New ‘fair-play’ rules and ten per cent turnover fines will be among the strong tools available to a new technology unit housed within the Competition and Markets Authority (CMA), as part of the latest government plans to tackle the dominance of major firms.
The government considers the powers necessary to ensure the Digital Markets Unit (DMU) has the power to protect small businesses from predatory practices, while giving consumers more choice and control over their online experiences.
The ‘fair-play’ rules will make it easier for people to switch between phone operating systems and ensure smaller firms are alerted to algorithm changes, while the fines will ensure the regulator has teeth to clamp down on breaches of rules.
The DMU is a newly proposed watchdog, designed to make sure tech companies don’t abuse their market power.
The latest announcement follows a consultation issued last year, with the government now set to give statutory powers for the DMU to allow it to enforce pro-competition rules and rebalance the relationship tech giants have with consumers and businesses so they are better protected from unfair practices.
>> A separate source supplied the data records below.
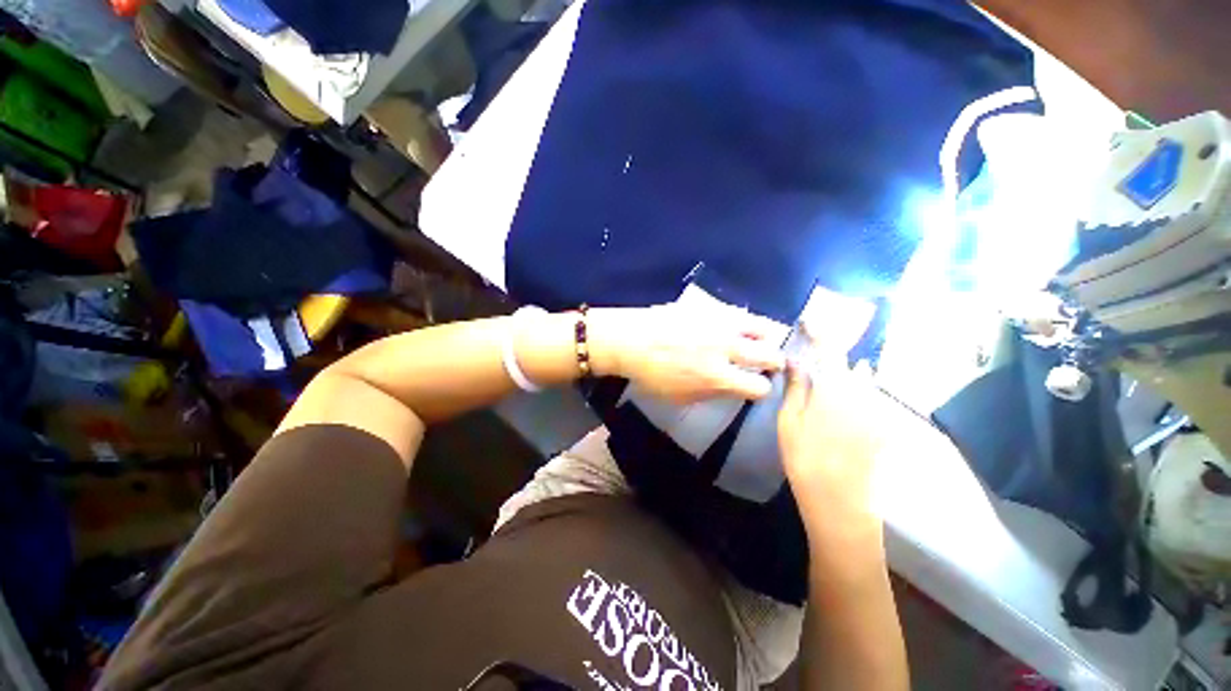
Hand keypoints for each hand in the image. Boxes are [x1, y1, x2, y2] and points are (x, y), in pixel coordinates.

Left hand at [589, 303, 785, 403]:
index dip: (760, 390)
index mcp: (717, 377)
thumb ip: (712, 393)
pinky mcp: (712, 306)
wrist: (631, 339)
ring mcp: (721, 323)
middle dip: (774, 363)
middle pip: (772, 355)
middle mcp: (727, 349)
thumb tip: (731, 388)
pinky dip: (743, 323)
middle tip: (766, 364)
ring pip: (763, 327)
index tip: (754, 387)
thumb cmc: (651, 374)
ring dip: (764, 338)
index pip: (760, 387)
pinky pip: (740, 313)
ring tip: (754, 341)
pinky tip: (733, 327)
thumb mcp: (680, 396)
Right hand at [777, 348, 885, 544]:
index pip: (830, 349)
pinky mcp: (883, 426)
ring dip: (845, 371)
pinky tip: (841, 400)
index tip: (809, 321)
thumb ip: (797, 387)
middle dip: (833, 352)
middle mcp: (862, 393)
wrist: (840, 501)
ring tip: (826, 375)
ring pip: (863, 378)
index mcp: (835, 389)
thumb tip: (797, 361)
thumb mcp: (790, 421)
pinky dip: (856, 389)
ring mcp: (876, 410)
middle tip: (813, 354)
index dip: (820, 331)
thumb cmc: (805, 458)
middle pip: (850, 361)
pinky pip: (870, 396)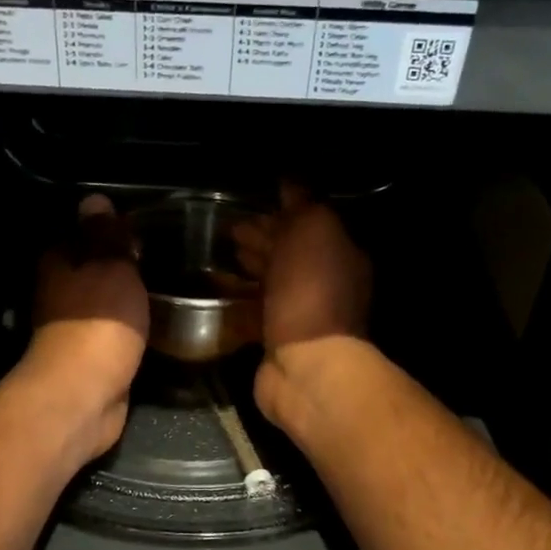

The CMA approved the proposals, which it believed would ensure a healthy domestic climate for digital companies.
Chief executive Andrea Coscelli, said: “The CMA welcomes these proposals and we’re pleased that the government has taken forward a number of our recommendations that will allow the DMU to oversee an effective and robust digital markets regime in the UK.”
It also follows reports earlier this week in The Financial Times that the UK was preparing to shelve plans to empower a new technology regulator, in a blow to global efforts to curb the dominance of internet companies, including Google and Facebook.
The government failed to specify a time frame, and instead plans to introduce legislation putting the DMU on a statutory footing “in due course.”